■ Exercise details: Only the pictures should be dropped; every line of the data must come back exactly as written.

Stored data entries
——

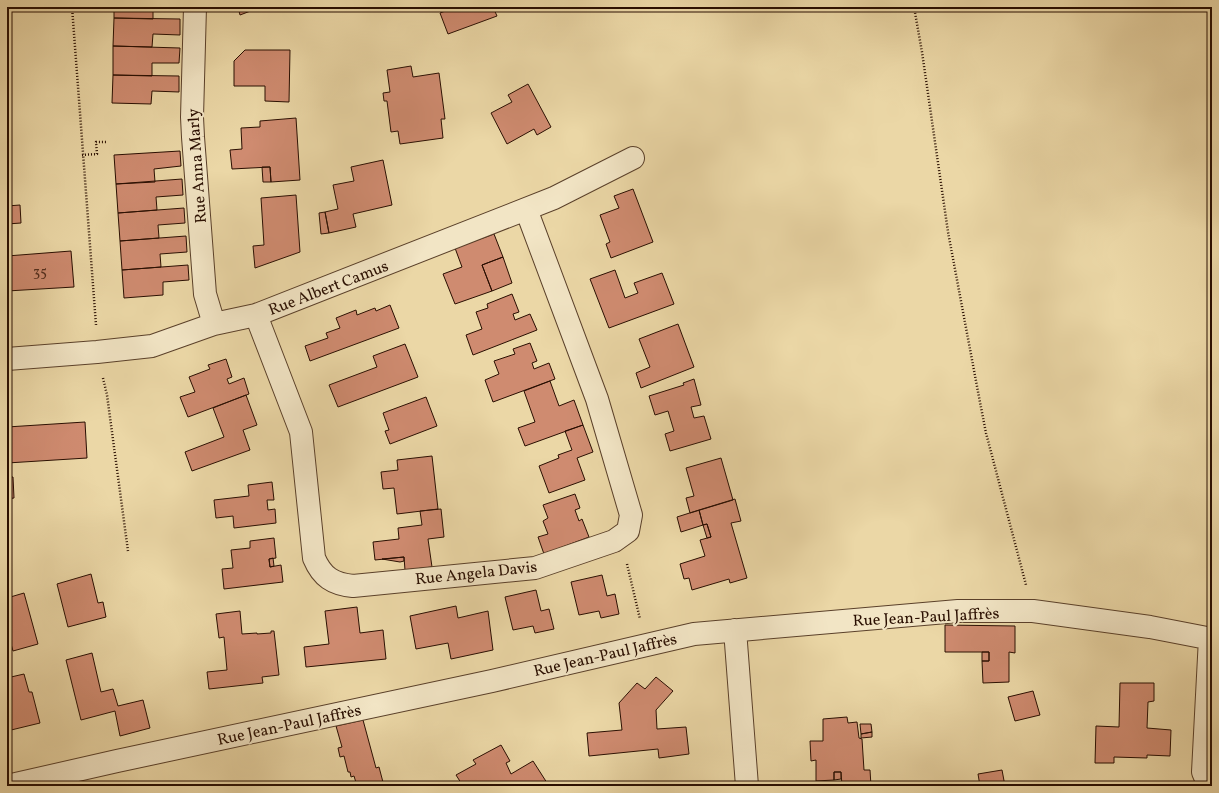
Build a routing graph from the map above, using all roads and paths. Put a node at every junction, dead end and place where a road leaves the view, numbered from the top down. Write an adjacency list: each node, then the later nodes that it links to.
1 (72, 7): 5 (path)
2 (195, 7): 9 (street, Rue Anna Marly)
3 (914, 7): 14 (path)
4 (107, 142): 5 (path)
5 (82, 155): 10 (path)
6 (633, 158): 7 (street, Rue Albert Camus)
7 (526, 209): 8 (street, Rue Albert Camus); 12 (street)
8 (256, 315): 9 (street, Rue Albert Camus); 12 (street, Rue Angela Davis)
9 (214, 324): 10 (street, Rue Albert Camus)
10 (97, 352): 11 (street, Rue Albert Camus); 13 (path)
11 (7, 359)
12 (620, 537): 17 (path)
13 (128, 551)
14 (1033, 611): 15 (street, Rue Jean-Paul Jaffrès); 16 (street, Rue Jean-Paul Jaffrès)
15 (735, 630): 17 (street, Rue Jean-Paul Jaffrès); 19 (street)
16 (1211, 639): 20 (street)
17 (647, 645): 18 (street, Rue Jean-Paul Jaffrès)
18 (7, 786)
19 (747, 786)
20 (1209, 786)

——

■ Written response:
Build a routing graph from the map above, using all roads and paths. Put a node at every junction, dead end and place where a road leaves the view, numbered from the top down. Write an adjacency list: each node, then the later nodes that it links to.
1 (72, 7): 5 (path)
2 (195, 7): 9 (street, Rue Anna Marly)
3 (914, 7): 14 (path)
4 (107, 142): 5 (path)
5 (82, 155): 10 (path)
6 (633, 158): 7 (street, Rue Albert Camus)
7 (526, 209): 8 (street, Rue Albert Camus); 12 (street)
8 (256, 315): 9 (street, Rue Albert Camus); 12 (street, Rue Angela Davis)
9 (214, 324): 10 (street, Rue Albert Camus)
10 (97, 352): 11 (street, Rue Albert Camus); 13 (path)
11 (7, 359)
12 (620, 537): 17 (path)
13 (128, 551)
14 (1033, 611): 15 (street, Rue Jean-Paul Jaffrès); 16 (street, Rue Jean-Paul Jaffrès)
15 (735, 630): 17 (street, Rue Jean-Paul Jaffrès); 19 (street)
16 (1211, 639): 20 (street)
17 (647, 645): 18 (street, Rue Jean-Paul Jaffrès)
18 (7, 786)
19 (747, 786)
20 (1209, 786)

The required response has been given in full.